"But you, LORD, sit enthroned forever; your renown endures through all generations." (Psalm 102:12)
Psalm 102 is one of the seven traditional Penitential Psalms. Its heading is unique in the Psalter: a prayer of an afflicted person who has grown weak and pours out a lament before the LORD. The description of suffering is visceral: his days vanish like smoke, his bones burn, he is reduced to skin and bones, he eats ashes like bread and mingles his drink with tears, his days are like the evening shadow, he withers like grass. This is suffering without aesthetic softening.
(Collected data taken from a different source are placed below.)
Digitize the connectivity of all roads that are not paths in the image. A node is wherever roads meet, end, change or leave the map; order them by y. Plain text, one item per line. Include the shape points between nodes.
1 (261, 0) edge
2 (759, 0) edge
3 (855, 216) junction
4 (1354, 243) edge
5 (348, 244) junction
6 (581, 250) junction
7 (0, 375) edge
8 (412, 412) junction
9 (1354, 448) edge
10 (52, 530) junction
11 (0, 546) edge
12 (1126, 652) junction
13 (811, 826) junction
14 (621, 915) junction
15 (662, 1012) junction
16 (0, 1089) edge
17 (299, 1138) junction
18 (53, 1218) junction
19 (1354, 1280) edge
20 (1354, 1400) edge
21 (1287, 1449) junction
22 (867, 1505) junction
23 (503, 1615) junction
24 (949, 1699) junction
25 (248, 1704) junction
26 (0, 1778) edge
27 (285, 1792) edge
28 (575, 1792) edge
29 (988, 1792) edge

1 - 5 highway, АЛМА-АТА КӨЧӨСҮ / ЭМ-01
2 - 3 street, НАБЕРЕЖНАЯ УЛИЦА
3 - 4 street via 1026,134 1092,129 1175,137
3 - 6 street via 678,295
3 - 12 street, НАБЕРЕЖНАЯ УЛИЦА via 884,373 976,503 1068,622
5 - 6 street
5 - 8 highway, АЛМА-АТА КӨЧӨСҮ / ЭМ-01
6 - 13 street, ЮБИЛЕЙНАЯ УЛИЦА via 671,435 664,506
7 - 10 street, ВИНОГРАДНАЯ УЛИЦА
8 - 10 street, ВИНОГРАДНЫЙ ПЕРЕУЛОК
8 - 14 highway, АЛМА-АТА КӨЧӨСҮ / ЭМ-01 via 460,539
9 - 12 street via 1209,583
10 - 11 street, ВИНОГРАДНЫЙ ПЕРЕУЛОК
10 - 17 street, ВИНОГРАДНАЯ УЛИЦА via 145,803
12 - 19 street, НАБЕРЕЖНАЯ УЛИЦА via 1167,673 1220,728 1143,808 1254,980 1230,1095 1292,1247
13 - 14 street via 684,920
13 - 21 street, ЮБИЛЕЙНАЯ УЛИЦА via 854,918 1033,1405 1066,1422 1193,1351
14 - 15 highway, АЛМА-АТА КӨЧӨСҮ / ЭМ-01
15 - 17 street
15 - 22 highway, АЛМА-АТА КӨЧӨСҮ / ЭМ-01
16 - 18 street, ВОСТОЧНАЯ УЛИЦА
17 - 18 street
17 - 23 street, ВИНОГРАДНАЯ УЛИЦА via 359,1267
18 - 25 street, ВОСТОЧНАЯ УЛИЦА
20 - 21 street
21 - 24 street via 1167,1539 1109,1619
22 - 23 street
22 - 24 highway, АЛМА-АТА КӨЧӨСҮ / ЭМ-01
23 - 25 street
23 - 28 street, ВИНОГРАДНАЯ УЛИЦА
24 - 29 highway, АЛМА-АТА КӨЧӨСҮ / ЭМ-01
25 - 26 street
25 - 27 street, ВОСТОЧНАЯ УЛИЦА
The turn comes in verse 12: But you, LORD, sit enthroned forever; your renown endures through all generations. Not from a change in the psalmist's circumstances but from the contrast between his passing nature and God's permanence. The God who endures will act for Zion, will rebuild Jerusalem, will hear the groaning of the prisoner and release those condemned to death. The Letter to the Hebrews quotes the second half of this psalm, in which the heavens and earth will perish but God will endure, as a testimony to the eternal divinity of the Son (Hebrews 1:10-12). The afflicted one who prays this psalm prays in union with the Son who entered affliction and whose eternal nature is the ground of all hope.
Brothers and sisters, the structure of Psalm 102 is the structure of every mature prayer in suffering: honest description of the pain, then the pivot to the one who endures. You are allowed to describe your smoke and ashes to God. He can bear the description. What matters is that after the description, you look up and say: but you, LORD, sit enthroned forever.
Lord God, we pour out our complaint before you. Our days are like smoke and our heart withers like grass. But you sit enthroned forever, and your renown endures through all generations. Arise and have compassion on your people. Hear the groaning of the prisoner. Through Christ our Lord. Amen.